RICHMOND – Starting this summer, the state’s Parole Board will have to justify why it’s denied a prisoner’s petition for release under a bill that passed the General Assembly this week.
HB2103 requires the board to conduct a “timely and thorough review” of parole petitions and, if denied, to provide specific reasons.
Virginia did away with parole in 1995, but several thousand prison inmates – about 4,500 in 2012 – sentenced prior to that remain eligible for early release each year.
Few of those appeals are successful. The Parole Board grants early release to about two to three percent of eligible prisoners, citing reasons such as the nature of their offenses or that they would pose a threat to public safety.
That’s not good enough, said the bill’s patron, Del. Mark Sickles, D-Fairfax County. There are prisoners who committed their crimes 35-40 years ago and have been before the Parole Board 10-20 times, being denied each time because of the nature of their crime.
“There are people who have been eligible for parole many times and only receive a very short answer with nothing to help them understand what to do in the future to be better prepared,” Sickles told the Senate Rehabilitation and Social Services Committee, which unanimously approved the bill.
“These people don’t know what they could possibly try,” said Sen. Linda “Toddy” Puller, D-Fairfax County. “It just drives me crazy.”
The board also considers other factors, such as if the person has participated in any treatment programs while locked up.
Obtaining reasons for parole denial has been a priority for criminal justice reform groups, such as Virginia CURE.
The change could provide hope to prisoners such as Shawn Novak, who’s serving a life sentence for slaughtering two little boys in Virginia Beach in March 1991. The Parole Board denied his release last year, and postponed reconsideration until 2015.

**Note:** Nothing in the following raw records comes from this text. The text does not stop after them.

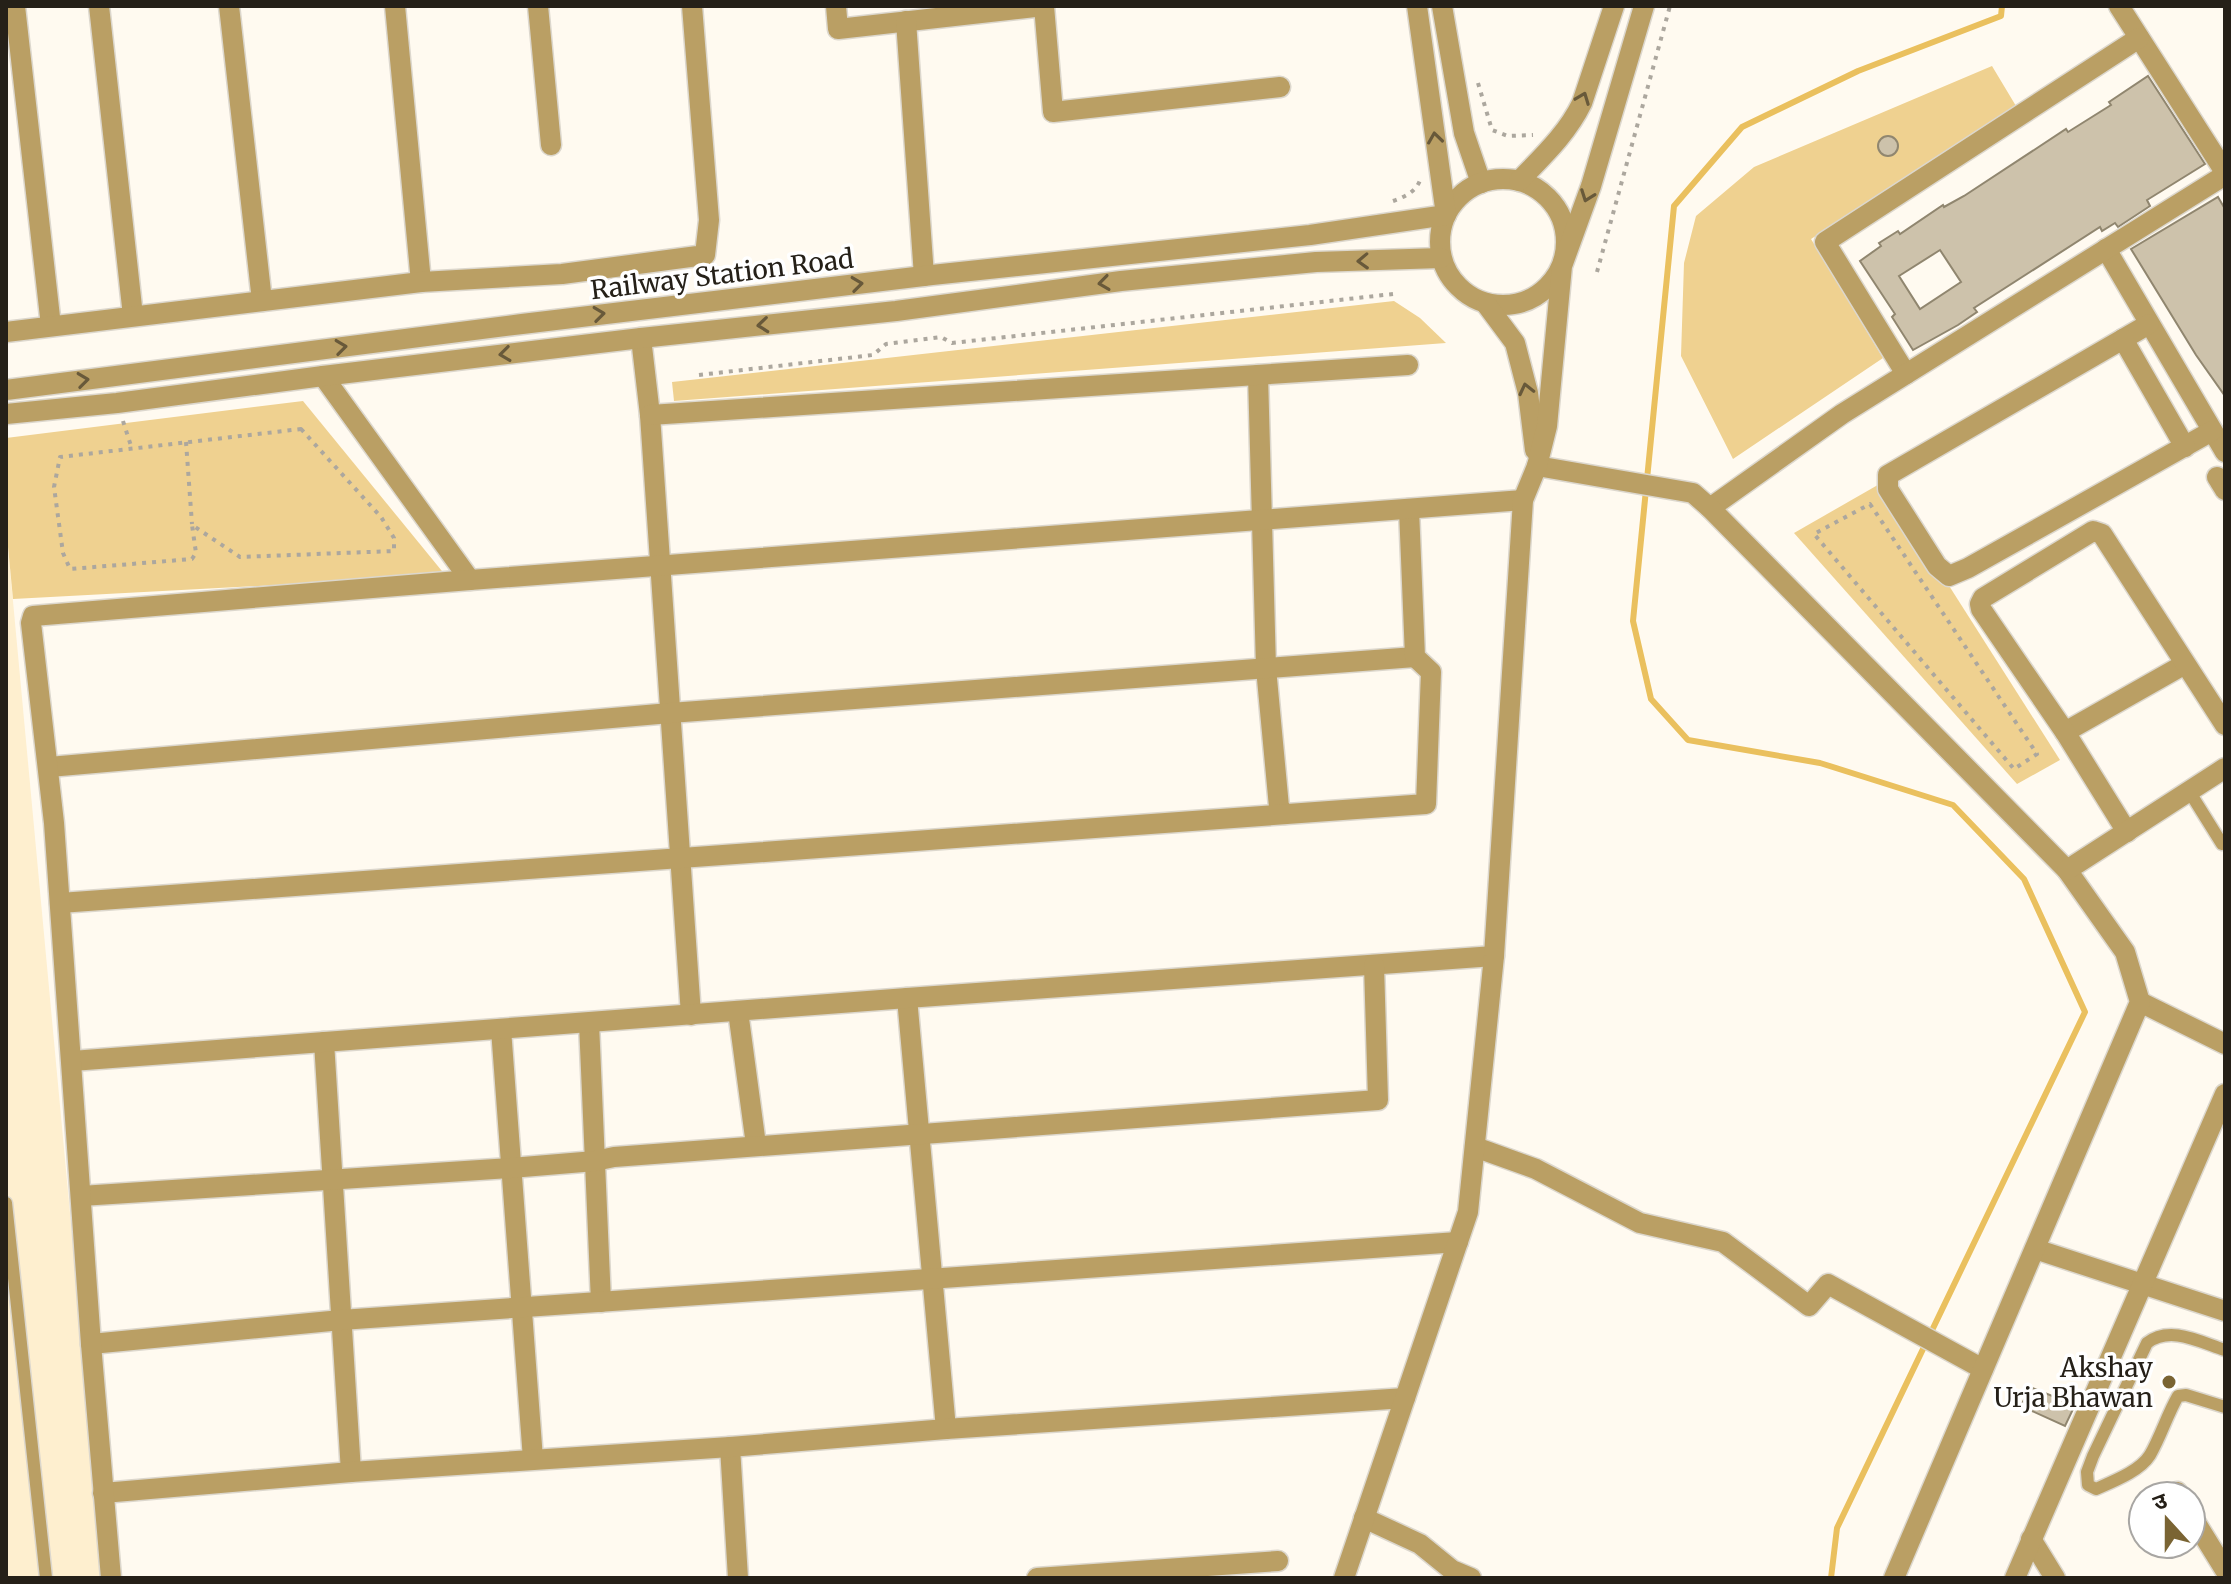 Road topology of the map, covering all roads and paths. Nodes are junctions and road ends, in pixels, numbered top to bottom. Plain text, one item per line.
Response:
1 (15, 6) edge
2 (99, 6) edge
3 (229, 6) edge
4 (395, 6) edge
5 (538, 6) edge
6 (692, 6) edge
7 (836, 6) edge
8 (1044, 6) edge
9 (1417, 6) edge
10 (1442, 6) edge
11 (1614, 6) edge
12 (1644, 6) edge
13 (1670, 6) edge
14 (2119, 6) edge
15 (906, 21) junction
16 (2139, 38) junction
17 (1476, 74) dead end
18 (1280, 87) dead end
19 (1543, 126) dead end
20 (551, 145) dead end
21 (1423, 172) dead end
22 (2225, 173) edge
23 (1519, 181) junction
24 (1481, 183) junction
25 (1391, 202) dead end
26 (1446, 215) junction
27 (2106, 249) junction
28 (1441, 258) junction
29 (1562, 266) junction
30 (1597, 272) dead end
31 (924, 276) junction
32 (421, 282) junction
33 (1393, 294) dead end
34 (262, 301) junction
35 (1486, 304) junction
36 (133, 316) junction
37 (2149, 324) junction
38 (51, 326) junction
39 (6, 332) edge
40 (641, 338) junction
41 (2123, 339) junction
42 (1408, 365) dead end
43 (1906, 374) junction
44 (699, 375) dead end
45 (1258, 375) junction
46 (323, 376) junction
47 (6, 390) edge
48 (117, 403) junction
49 (6, 414) edge
50 (650, 415) junction
51 (2212, 431) junction
52 (186, 442) junction
53 (2185, 447) junction
54 (132, 449) junction
55 (2225, 452) edge
56 (1537, 466) junction
57 (1523, 500) junction
58 (1710, 508) junction
59 (1410, 509) junction
60 (1262, 520) junction
61 (192, 525) junction
62 (660, 566) junction
63 (470, 580) junction
64 (1415, 657) junction
65 (2185, 664) junction
66 (1266, 668) junction
67 (670, 713) junction
68 (2225, 725) edge
69 (2065, 732) junction
70 (2037, 754) joint
71 (49, 767) junction
72 (2225, 768) edge
73 (2189, 791) junction
74 (1285, 814) junction
75 (2127, 832) junction
76 (2222, 844) dead end
77 (680, 858) junction
78 (2067, 870) junction
79 (60, 903) junction
80 (1494, 956) junction
81 (1374, 965) junction
82 (907, 998) junction
83 (2140, 1002) junction
84 (738, 1011) junction
85 (691, 1015) junction
86 (589, 1023) junction
87 (501, 1029) junction
88 (324, 1042) junction
89 (2225, 1044) edge
90 (72, 1061) junction
91 (2225, 1094) edge
92 (919, 1133) junction
93 (756, 1145) junction
94 (1475, 1147) junction
95 (595, 1161) junction
96 (511, 1168) junction
97 (332, 1180) junction
98 (81, 1196) junction
99 (6, 1203) edge
100 (1458, 1242) junction
101 (2035, 1249) junction
102 (932, 1277) junction
103 (2142, 1284) junction
104 (601, 1302) junction
105 (522, 1307) junction
106 (2225, 1311) edge
107 (341, 1320) junction
108 (91, 1344) junction
109 (2225, 1350) edge
110 (1983, 1369) junction
111 (1405, 1398) junction
112 (2225, 1407) edge
113 (946, 1429) junction
114 (730, 1447) junction
115 (533, 1459) junction
116 (351, 1472) junction
117 (103, 1493) junction
118 (1364, 1518) junction
119 (2031, 1539) junction
120 (2207, 1541) edge
121 (1278, 1561) dead end
122 (2225, 1570) edge
123 (46, 1578) edge
124 (111, 1578) edge
125 (738, 1578) edge
126 (1037, 1578) edge
127 (1344, 1578) edge
128 (1471, 1578) edge
129 (1894, 1578) edge
130 (2015, 1578) edge
131 (2055, 1578) edge

1 - 38 street
2 - 36 street
3 - 34 street
4 - 32 street
5 - 20 street
6 - 32 street
7 - 15 street
8 - 15 street
8 - 18 street
26 -> 9 street
10 - 24 street
23 -> 11 street
12 -> 29 street
13 - 30 path
14 - 16 street
15 - 31 street
16 - 22 street
16 - 43 street
17 - 19 path
21 - 25 path
22 - 27 street
23 - 24 street
23 - 29 street
24 - 26 street
26 - 28 street
26 - 31 street, Railway Station Road
27 - 37 street
27 - 43 street
28 - 35 street
28 -> 40 street, Railway Station Road
29 - 35 street
29 - 56 street
47 -> 31 street, Railway Station Road
32 - 34 street
33 - 44 path
34 - 36 street
56 -> 35 street
36 - 38 street
37 - 41 street
37 - 51 street
38 - 39 street
40 -> 46 street, Railway Station Road
40 - 50 street
41 - 53 street
41 - 53 street
42 - 45 street
43 - 58 street
45 - 50 street
45 - 60 street
46 - 48 street, Railway Station Road
46 - 63 street
48 - 49 street, Railway Station Road
48 - 54 path
50 - 62 street
51 - 53 street
51 - 55 street
52 - 54 path
52 - 61 path
52 - 61 path
54 - 61 path
56 - 57 street
56 - 58 street
57 - 59 street
57 - 80 street
58 - 78 street
59 - 60 street
59 - 64 street
60 - 62 street
60 - 66 street
62 - 63 street
62 - 67 street
63 - 71 street
64 - 66 street
64 - 74 street
65 - 68 street
65 - 69 street
65 - 69 street
66 - 67 street
66 - 74 street
67 - 71 street
67 - 77 street
69 - 75 street
70 - 70 path
71 - 79 street
72 - 73 street
73 - 75 street
73 - 76 lane
74 - 77 street
75 - 78 street
77 - 79 street
77 - 85 street
78 - 83 street
79 - 90 street
80 - 81 street
80 - 94 street
81 - 82 street
81 - 92 street
82 - 84 street
82 - 92 street
83 - 89 street
83 - 101 street
84 - 85 street
84 - 93 street
85 - 86 street
86 - 87 street
86 - 95 street
87 - 88 street
87 - 96 street
88 - 90 street
88 - 97 street
90 - 98 street
91 - 103 street
92 - 93 street
92 - 102 street
93 - 95 street
94 - 100 street
94 - 110 street
95 - 96 street
95 - 104 street
96 - 97 street
96 - 105 street
97 - 98 street
97 - 107 street
98 - 108 street
99 - 123 lane
100 - 102 street
100 - 111 street
101 - 103 street
101 - 110 street
102 - 104 street
102 - 113 street
103 - 106 street
103 - 119 street
104 - 105 street
105 - 107 street
105 - 115 street
107 - 108 street
107 - 116 street
108 - 117 street
109 - 112 lane
110 - 129 street
111 - 113 street
111 - 118 street
113 - 114 street
114 - 115 street
114 - 125 street
115 - 116 street
116 - 117 street
117 - 124 street
118 - 127 street
118 - 128 street
119 - 130 street
119 - 131 street
120 - 122 street
121 - 126 street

He’s 35 and has been incarcerated nearly 22 years.
The families of his victims – 7-year-old Scot Weaver and 9-year-old Daniel Geier – would like it to stay that way. They campaigned for the Parole Board to deny his release.
“Novak should be left in prison to suffer and think about what he did, every day of his life,” Scot’s mother, Tami Weaver, wrote in a letter to the board.
The bill unanimously passed both General Assembly chambers, but still requires sign off from the governor.